For every fault Ferentz found with the offense he is running for the first time, he pointed the finger to himself, noting that he believes the Hawkeyes should be 6-0 at the midpoint of the season.
“Any game we play, we expect to win it, and we don't have the liberty of worrying about Vegas lines and things of that nature. Or who's experienced, who's not experienced, where the game is, what time it's at,” Ferentz said. “We've had opportunities to win the two games that we didn't win.
“We're frustrated and certainly disappointed by that, but not discouraged.”
Ferentz had praise for sophomore quarterback Nate Stanley, who has thrown for 15 touchdowns in his first season as a starter. He is pleased by the progress of a young group of wide receivers and tight ends. He is hopeful that the Hawkeyes have settled on a cohesive offensive line combination after gaining 441 yards in a 45-16 win over Illinois on Saturday.

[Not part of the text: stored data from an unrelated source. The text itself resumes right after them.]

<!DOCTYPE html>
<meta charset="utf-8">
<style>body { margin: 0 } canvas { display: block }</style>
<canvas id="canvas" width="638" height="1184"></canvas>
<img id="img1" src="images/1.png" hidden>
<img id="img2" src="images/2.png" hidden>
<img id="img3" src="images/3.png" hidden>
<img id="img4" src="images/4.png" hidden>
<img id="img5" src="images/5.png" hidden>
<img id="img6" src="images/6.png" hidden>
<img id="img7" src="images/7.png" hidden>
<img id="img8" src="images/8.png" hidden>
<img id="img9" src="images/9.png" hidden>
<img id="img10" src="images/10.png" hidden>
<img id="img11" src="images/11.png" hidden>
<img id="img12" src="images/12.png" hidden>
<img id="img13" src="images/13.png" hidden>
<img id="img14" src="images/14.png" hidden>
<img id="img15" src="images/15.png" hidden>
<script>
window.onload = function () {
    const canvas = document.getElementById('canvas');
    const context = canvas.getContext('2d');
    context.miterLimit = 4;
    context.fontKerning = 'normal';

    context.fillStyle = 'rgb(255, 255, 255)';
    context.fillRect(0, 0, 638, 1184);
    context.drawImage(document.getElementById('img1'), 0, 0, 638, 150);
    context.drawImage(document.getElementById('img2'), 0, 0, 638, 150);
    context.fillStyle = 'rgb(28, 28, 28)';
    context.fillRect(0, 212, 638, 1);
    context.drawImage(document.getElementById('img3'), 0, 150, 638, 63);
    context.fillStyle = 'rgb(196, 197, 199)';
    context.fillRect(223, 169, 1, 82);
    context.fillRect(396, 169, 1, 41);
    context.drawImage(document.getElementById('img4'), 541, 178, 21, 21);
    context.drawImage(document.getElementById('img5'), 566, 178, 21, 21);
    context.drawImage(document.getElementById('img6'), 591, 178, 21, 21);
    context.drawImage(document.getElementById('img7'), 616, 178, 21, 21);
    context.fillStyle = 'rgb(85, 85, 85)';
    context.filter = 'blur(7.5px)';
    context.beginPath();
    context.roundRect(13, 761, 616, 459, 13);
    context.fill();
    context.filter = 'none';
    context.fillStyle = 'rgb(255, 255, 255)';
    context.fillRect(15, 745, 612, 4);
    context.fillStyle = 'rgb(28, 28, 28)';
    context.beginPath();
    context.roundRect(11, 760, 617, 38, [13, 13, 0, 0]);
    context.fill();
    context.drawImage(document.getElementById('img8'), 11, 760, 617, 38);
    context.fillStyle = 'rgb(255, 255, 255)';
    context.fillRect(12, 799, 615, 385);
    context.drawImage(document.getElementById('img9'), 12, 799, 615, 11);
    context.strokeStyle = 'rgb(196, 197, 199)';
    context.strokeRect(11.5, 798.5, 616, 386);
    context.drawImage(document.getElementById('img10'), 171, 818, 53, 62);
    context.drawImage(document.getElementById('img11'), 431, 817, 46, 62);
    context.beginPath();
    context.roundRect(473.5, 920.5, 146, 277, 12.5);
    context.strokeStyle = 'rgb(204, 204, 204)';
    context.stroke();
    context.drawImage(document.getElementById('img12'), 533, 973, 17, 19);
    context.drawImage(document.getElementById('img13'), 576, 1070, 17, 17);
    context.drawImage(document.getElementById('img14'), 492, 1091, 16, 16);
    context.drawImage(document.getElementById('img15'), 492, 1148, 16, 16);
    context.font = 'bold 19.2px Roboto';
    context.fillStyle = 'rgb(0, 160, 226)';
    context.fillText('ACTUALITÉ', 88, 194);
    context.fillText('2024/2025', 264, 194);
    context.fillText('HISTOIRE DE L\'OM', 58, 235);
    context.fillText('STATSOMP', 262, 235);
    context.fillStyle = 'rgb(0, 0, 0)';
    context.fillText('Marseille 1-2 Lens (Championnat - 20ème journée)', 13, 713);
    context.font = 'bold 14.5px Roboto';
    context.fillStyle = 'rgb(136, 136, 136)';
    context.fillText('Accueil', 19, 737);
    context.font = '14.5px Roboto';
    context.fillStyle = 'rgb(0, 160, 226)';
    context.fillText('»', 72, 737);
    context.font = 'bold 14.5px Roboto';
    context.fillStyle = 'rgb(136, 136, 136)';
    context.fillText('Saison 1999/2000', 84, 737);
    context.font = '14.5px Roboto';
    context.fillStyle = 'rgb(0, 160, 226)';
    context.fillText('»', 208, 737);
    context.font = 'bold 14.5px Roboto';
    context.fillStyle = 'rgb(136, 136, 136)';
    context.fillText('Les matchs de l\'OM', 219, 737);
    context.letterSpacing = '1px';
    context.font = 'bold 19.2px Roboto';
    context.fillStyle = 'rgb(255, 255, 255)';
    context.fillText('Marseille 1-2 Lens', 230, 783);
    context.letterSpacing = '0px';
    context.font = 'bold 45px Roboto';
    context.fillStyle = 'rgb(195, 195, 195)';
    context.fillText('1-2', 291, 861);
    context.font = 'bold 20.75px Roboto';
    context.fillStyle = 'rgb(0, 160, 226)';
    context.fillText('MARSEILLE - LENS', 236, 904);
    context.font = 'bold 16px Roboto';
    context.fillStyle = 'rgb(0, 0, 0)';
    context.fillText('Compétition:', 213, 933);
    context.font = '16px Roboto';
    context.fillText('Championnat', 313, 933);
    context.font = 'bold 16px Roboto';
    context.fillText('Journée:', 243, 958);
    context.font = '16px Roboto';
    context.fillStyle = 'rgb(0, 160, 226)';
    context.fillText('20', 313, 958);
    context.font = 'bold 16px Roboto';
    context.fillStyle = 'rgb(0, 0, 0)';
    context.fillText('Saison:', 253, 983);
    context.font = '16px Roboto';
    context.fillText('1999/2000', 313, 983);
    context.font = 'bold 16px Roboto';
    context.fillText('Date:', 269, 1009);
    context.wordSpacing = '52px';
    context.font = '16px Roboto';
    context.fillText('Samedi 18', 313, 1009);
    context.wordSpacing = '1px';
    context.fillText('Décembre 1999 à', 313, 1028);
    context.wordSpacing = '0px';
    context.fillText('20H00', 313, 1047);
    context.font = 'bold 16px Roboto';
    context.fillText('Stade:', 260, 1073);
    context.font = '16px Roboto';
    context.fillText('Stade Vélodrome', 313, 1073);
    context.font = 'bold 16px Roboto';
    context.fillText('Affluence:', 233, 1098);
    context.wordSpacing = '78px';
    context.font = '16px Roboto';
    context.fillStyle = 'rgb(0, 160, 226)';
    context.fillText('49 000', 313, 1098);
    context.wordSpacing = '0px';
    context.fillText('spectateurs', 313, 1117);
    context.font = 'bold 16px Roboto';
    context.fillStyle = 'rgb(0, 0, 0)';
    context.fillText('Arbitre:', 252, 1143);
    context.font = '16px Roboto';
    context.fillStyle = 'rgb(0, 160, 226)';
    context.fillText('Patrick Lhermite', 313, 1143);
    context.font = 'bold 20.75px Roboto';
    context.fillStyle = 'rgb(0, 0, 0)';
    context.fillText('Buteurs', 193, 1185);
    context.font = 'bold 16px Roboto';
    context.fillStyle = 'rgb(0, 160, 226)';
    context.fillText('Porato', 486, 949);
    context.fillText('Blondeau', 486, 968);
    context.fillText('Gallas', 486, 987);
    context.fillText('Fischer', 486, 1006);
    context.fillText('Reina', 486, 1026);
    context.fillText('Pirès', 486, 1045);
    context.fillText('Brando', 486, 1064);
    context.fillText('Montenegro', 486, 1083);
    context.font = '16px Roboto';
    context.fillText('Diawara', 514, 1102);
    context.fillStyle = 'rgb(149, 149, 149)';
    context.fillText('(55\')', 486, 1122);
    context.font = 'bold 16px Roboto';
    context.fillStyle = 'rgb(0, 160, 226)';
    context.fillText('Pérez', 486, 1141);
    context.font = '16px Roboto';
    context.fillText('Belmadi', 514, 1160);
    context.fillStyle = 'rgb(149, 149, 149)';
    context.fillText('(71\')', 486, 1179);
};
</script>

But two primary problems concern him.
The Hawkeyes are averaging only 3.7 yards per rushing attempt, a number that is not conducive to sustained success for a program that relies on the run.
“If you're somewhere around 4 ½ (yards per carry), you're probably playing winning football, at least for us and our numbers,” Ferentz said. “But if you're below that, it's not good enough.”
And Iowa’s 11 turnovers include a ghastly nine lost fumbles (out of 14 total).
“That's a real bad number,” Ferentz said. “I've never been around a really good championship-level football team that's fumbled the ball at that rate.”
Ferentz also knows that Stanley and his receivers need to start connecting on deep pass attempts, or defenses will continue to concentrate on stuffing the running game.
“If you send one down the field once a quarter and you look at four a game, if you're hitting on two of those, I think you're really, really good. If you're hitting on one, you're doing pretty well because those are the type of plays that change the game,” he said.
Iowa has shown a willingness to try to stretch the field, but Ferentz acknowledged that his offense probably needs to include more passing plays outside the hash marks to really test defenses.
And that gets back to play-calling, something Ferentz has never before been asked to do. He was Iowa’s offensive line coach and running game coordinator before replacing the retired Greg Davis in January.
“You don't really dwell too much on the successes. I'm not sure there's been that many,” Ferentz said of the 398 plays he’s called so far. “I think about the bad calls. …
“I knew it was going to be hard. I knew there were going to be good moments, and there's no better moment than the one we had at Iowa State (a 44-41 overtime win). That's as high as it gets, right? But there's no worse moment than some of the ones we had in East Lansing. That's as low as it gets, and that's how this job works.”